*Exercise goal*
Give the entries again, precisely as they were written.

___ Task data

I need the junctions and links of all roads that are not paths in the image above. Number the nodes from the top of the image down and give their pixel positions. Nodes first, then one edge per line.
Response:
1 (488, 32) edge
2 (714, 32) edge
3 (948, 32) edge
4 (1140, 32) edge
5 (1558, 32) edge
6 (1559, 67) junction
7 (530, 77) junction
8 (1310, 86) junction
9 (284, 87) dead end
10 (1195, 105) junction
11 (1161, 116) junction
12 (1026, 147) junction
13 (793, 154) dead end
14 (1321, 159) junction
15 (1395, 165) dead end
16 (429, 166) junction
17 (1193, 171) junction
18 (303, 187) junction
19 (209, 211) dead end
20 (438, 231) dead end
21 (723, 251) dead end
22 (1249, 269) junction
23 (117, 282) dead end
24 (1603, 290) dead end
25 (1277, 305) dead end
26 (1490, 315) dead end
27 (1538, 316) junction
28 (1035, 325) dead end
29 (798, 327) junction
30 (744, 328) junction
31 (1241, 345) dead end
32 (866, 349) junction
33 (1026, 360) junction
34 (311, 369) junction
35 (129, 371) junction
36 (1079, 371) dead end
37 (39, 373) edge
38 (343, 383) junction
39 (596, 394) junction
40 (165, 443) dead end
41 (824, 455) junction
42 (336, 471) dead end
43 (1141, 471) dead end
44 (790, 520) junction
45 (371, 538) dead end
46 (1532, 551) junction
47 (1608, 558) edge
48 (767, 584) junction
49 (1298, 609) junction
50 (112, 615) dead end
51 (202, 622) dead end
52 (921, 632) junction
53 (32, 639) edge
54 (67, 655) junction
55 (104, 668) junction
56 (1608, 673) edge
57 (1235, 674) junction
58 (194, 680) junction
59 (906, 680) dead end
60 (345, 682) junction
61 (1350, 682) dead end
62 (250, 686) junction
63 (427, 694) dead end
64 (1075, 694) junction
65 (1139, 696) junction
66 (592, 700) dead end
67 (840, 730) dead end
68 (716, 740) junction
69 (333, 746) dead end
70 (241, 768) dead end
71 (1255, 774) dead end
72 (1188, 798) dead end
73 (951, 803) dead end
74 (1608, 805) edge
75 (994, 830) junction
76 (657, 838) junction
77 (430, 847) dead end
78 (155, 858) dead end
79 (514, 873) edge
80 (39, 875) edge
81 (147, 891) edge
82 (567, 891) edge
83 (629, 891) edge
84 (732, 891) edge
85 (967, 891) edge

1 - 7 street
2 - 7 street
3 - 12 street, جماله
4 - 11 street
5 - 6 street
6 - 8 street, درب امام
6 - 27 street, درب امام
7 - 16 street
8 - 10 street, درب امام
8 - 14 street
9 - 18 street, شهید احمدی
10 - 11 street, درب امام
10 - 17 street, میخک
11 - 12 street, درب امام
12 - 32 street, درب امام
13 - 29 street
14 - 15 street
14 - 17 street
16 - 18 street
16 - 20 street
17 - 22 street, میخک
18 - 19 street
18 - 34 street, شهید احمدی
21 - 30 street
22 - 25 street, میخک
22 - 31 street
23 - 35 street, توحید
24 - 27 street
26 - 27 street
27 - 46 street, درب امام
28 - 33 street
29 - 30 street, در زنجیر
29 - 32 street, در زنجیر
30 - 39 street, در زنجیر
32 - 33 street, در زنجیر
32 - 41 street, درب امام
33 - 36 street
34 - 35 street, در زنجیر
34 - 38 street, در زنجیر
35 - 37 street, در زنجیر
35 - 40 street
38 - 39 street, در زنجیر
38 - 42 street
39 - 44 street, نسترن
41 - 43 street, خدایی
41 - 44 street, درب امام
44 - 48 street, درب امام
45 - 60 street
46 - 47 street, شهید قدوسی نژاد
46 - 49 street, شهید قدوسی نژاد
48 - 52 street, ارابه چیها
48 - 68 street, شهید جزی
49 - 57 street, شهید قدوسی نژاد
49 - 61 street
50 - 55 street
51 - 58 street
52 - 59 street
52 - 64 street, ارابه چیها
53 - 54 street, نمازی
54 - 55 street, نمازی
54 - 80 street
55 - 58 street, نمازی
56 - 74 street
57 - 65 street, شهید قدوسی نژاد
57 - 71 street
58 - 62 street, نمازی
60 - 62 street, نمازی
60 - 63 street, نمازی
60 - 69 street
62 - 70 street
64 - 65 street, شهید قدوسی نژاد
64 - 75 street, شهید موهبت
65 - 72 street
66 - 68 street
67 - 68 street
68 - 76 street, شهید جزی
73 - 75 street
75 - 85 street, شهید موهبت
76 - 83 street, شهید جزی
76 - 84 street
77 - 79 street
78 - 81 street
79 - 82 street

______

*Task response*
I need the junctions and links of all roads that are not paths in the image above. Number the nodes from the top of the image down and give their pixel positions. Nodes first, then one edge per line.
Response:
1 (488, 32) edge
2 (714, 32) edge
3 (948, 32) edge
4 (1140, 32) edge
5 (1558, 32) edge
6 (1559, 67) junction
7 (530, 77) junction
8 (1310, 86) junction
9 (284, 87) dead end
10 (1195, 105) junction
11 (1161, 116) junction
12 (1026, 147) junction
13 (793, 154) dead end
14 (1321, 159) junction
15 (1395, 165) dead end
16 (429, 166) junction
17 (1193, 171) junction
18 (303, 187) junction
19 (209, 211) dead end
20 (438, 231) dead end
21 (723, 251) dead end
22 (1249, 269) junction
23 (117, 282) dead end
24 (1603, 290) dead end
25 (1277, 305) dead end
26 (1490, 315) dead end
27 (1538, 316) junction
28 (1035, 325) dead end
29 (798, 327) junction
30 (744, 328) junction
31 (1241, 345) dead end
32 (866, 349) junction
33 (1026, 360) junction
34 (311, 369) junction
35 (129, 371) junction
36 (1079, 371) dead end
37 (39, 373) edge
38 (343, 383) junction
39 (596, 394) junction
40 (165, 443) dead end
41 (824, 455) junction
42 (336, 471) dead end
43 (1141, 471) dead end
44 (790, 520) junction
45 (371, 538) dead end
46 (1532, 551) junction
47 (1608, 558) edge
48 (767, 584) junction
49 (1298, 609) junction
50 (112, 615) dead end
51 (202, 622) dead end
52 (921, 632) junction
53 (32, 639) edge
54 (67, 655) junction
55 (104, 668) junction
56 (1608, 673) edge
57 (1235, 674) junction
58 (194, 680) junction
59 (906, 680) dead end
60 (345, 682) junction
61 (1350, 682) dead end
62 (250, 686) junction
63 (427, 694) dead end
64 (1075, 694) junction
65 (1139, 696) junction
66 (592, 700) dead end
67 (840, 730) dead end
68 (716, 740) junction
69 (333, 746) dead end
70 (241, 768) dead end
71 (1255, 774) dead end
72 (1188, 798) dead end
73 (951, 803) dead end
74 (1608, 805) edge
75 (994, 830) junction
76 (657, 838) junction
77 (430, 847) dead end
78 (155, 858) dead end
79 (514, 873) edge
80 (39, 875) edge
81 (147, 891) edge
82 (567, 891) edge
83 (629, 891) edge
84 (732, 891) edge
85 (967, 891) edge

1 - 7 street
2 - 7 street
3 - 12 street, جماله
4 - 11 street
5 - 6 street
6 - 8 street, درب امام
6 - 27 street, درب امام
7 - 16 street
8 - 10 street, درب امام
8 - 14 street
9 - 18 street, شهید احمدی
10 - 11 street, درب امام
10 - 17 street, میخک
11 - 12 street, درب امام
12 - 32 street, درب امام
13 - 29 street
14 - 15 street
14 - 17 street
16 - 18 street
16 - 20 street
17 - 22 street, میخک
18 - 19 street
18 - 34 street, شهید احمدی
21 - 30 street
22 - 25 street, میخک
22 - 31 street
23 - 35 street, توحید
24 - 27 street
26 - 27 street
27 - 46 street, درب امام
28 - 33 street
29 - 30 street, در زنجیر
29 - 32 street, در زنجیر
30 - 39 street, در زنجیر
32 - 33 street, در زنجیر
32 - 41 street, درب امام
33 - 36 street
34 - 35 street, در زنجیر
34 - 38 street, در زنجیر
35 - 37 street, در زنجیر
35 - 40 street
38 - 39 street, در زنجیر
38 - 42 street
39 - 44 street, نسترن
41 - 43 street, خدایی
41 - 44 street, درب امام
44 - 48 street, درب امام
45 - 60 street
46 - 47 street, شهید قدوسی نژاد
46 - 49 street, شهید قدوسی نژاد
48 - 52 street, ارابه چیها
48 - 68 street, شهید جزی
49 - 57 street, شهید قدوسی نژاد
49 - 61 street
50 - 55 street
51 - 58 street
52 - 59 street
52 - 64 street, ارابه چیها
53 - 54 street, نمازی
54 - 55 street, نمازی
54 - 80 street
55 - 58 street, نمازی
56 - 74 street
57 - 65 street, شهید قدوسی نژاد
57 - 71 street
58 - 62 street, نمازی
60 - 62 street, نمازی
60 - 63 street, نمازی
60 - 69 street
62 - 70 street
64 - 65 street, شهید قدوسی نژاد
64 - 75 street, شهید موهبت
65 - 72 street
66 - 68 street
67 - 68 street
68 - 76 street, شهید جزی
73 - 75 street
75 - 85 street, شهید موهبت
76 - 83 street, شهید جزی
76 - 84 street
77 - 79 street
78 - 81 street
79 - 82 street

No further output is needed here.